Every day, millions of pieces of information stream through the newsrooms of every newspaper in the world.
Some of them land on paper, to be quickly discarded or recycled. Some of them land on websites where they're quickly shoved aside by newer information. Yesterday's information is relegated to poorly searchable archives.
Very little is put to good long-term use.
Newspapers should be the experts on their communities, but the typical newspaper website provides almost no useful background information.
What is the community like? How does the transportation system work? What is the political structure? If I'm visiting, what should I do there? If I'm thinking about moving, what are the neighborhoods like? The schools? Who collects the trash? Where does it go?

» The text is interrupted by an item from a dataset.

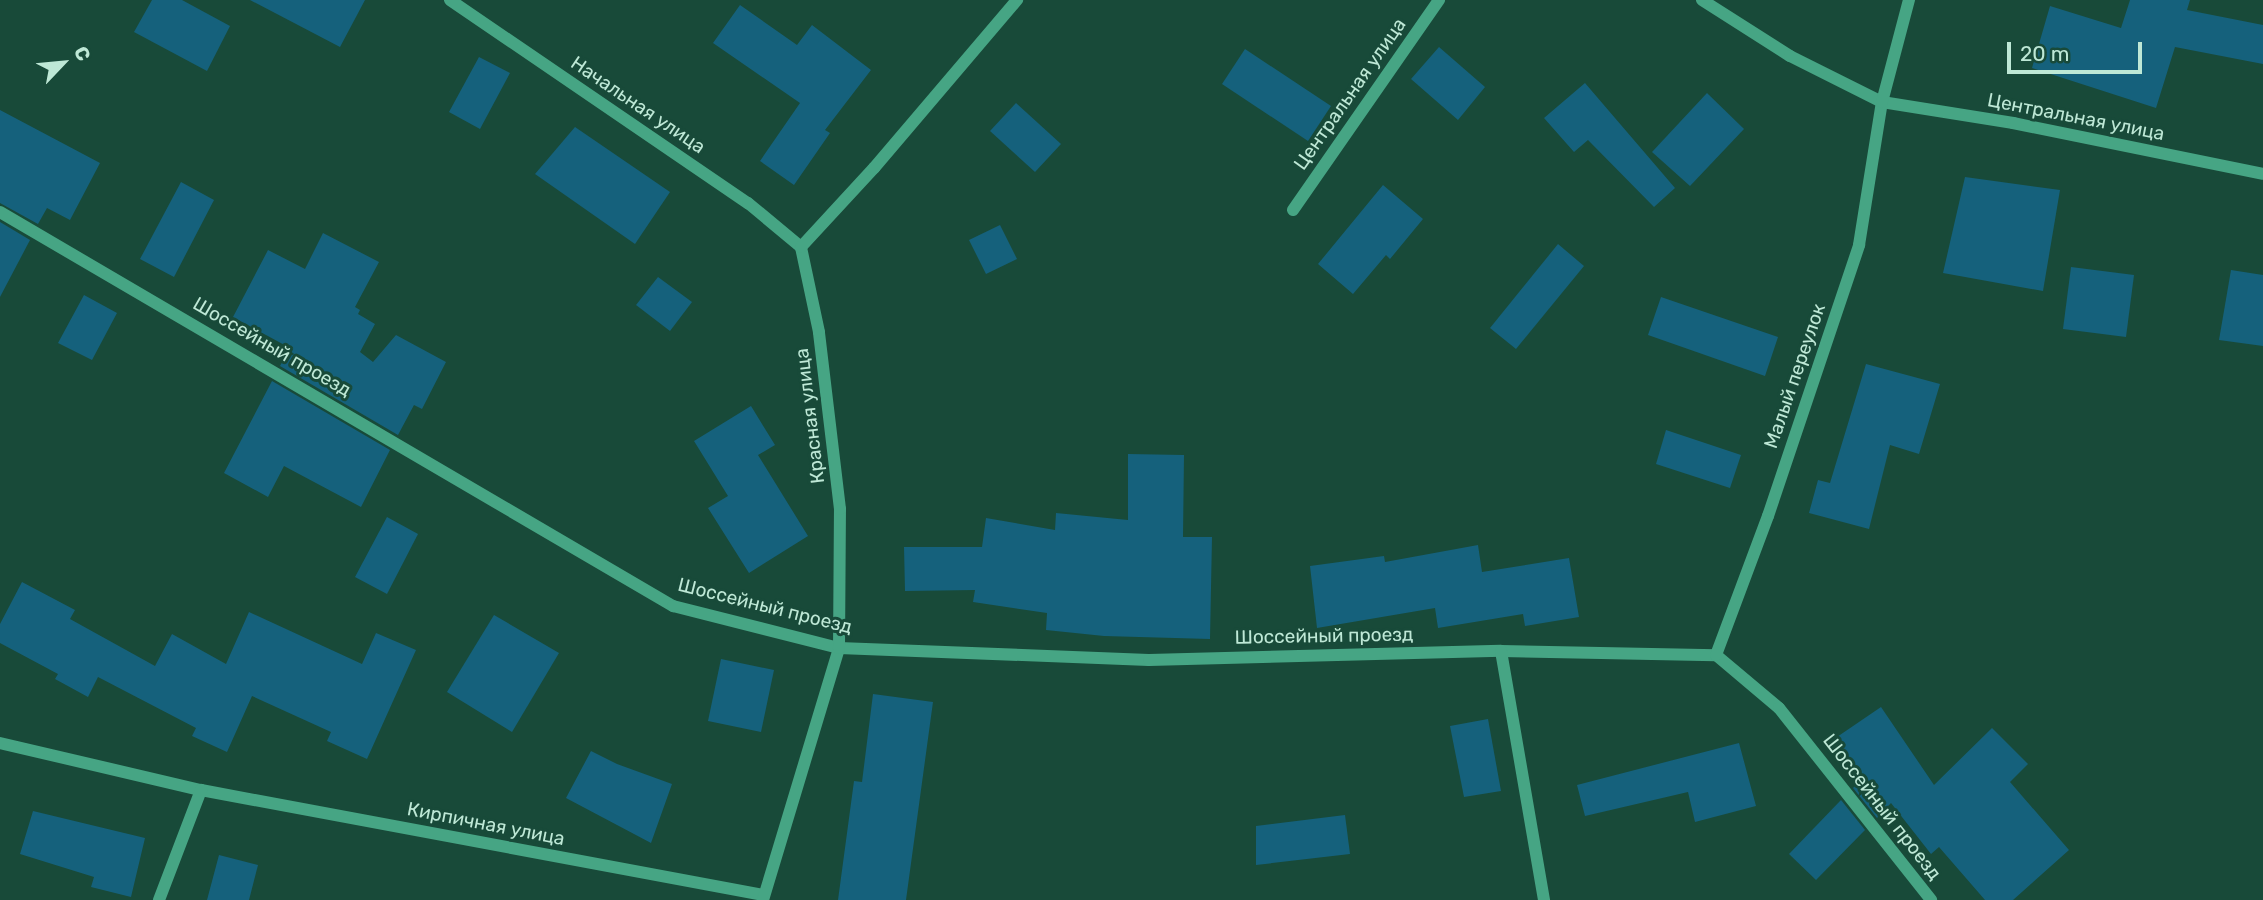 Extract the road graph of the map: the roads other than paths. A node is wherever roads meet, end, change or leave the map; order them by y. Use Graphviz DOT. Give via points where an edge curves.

Newspapers know the answers, but they're not telling.
Personal utility is one of the major drivers of Internet usage, yet newspapers put almost nothing into building long-life resource pages about basic issues in their own communities. Instead, staff time and energy is almost entirely spent on short-term, short-burn work.
This is an issue of focus and priorities, not of technology. However, technology can provide some help -- and so can the community.
SignOnSanDiego.com has been using wiki technology to enable a community-built (or, more accurately, community-enhanced) guide to bands, bars and various entertainment venues. It's part of the AmplifySD entertainment site, but you can shortcut to the wiki at http://wiki.amplifysd.com/.
Unlike the Los Angeles Times' foolhardy "wikitorial" project, this is a smart way to put the principles of the wiki -- quick, easy collaborative writing and editing -- to work to create a resource of long-term value.
If you're too paranoid to allow the community to help you build such resources, the wiki still can be useful -- just limit edit access to trusted users. Pretty much all wiki software supports journaling and rollback. When someone makes a change, you can tell who made it and what they changed, and you can restore a previous version in case of vandalism (or sloppy fingers).
Wiki software is easy to come by. Wikipedia's software (called MediaWiki) is free, as are many other wiki packages, and several vendors are always eager to provide a commercial solution. Drupal's collaborative "book" content type has many wiki-like characteristics, and there are add-on modules that allow it to match most wiki features.
The Los Angeles meltdown and the Siegenthaler incident gave wikis a black eye in the journalism world. Each illustrates a different mistake. The wikitorial was obviously a bad idea from the outset; wiki success requires that all participants have a common goal, and opinionmongering just doesn't fit that model. The Siegenthaler case is an example of insufficient oversight applied to untrustworthy users. Those are easily avoidable dangers.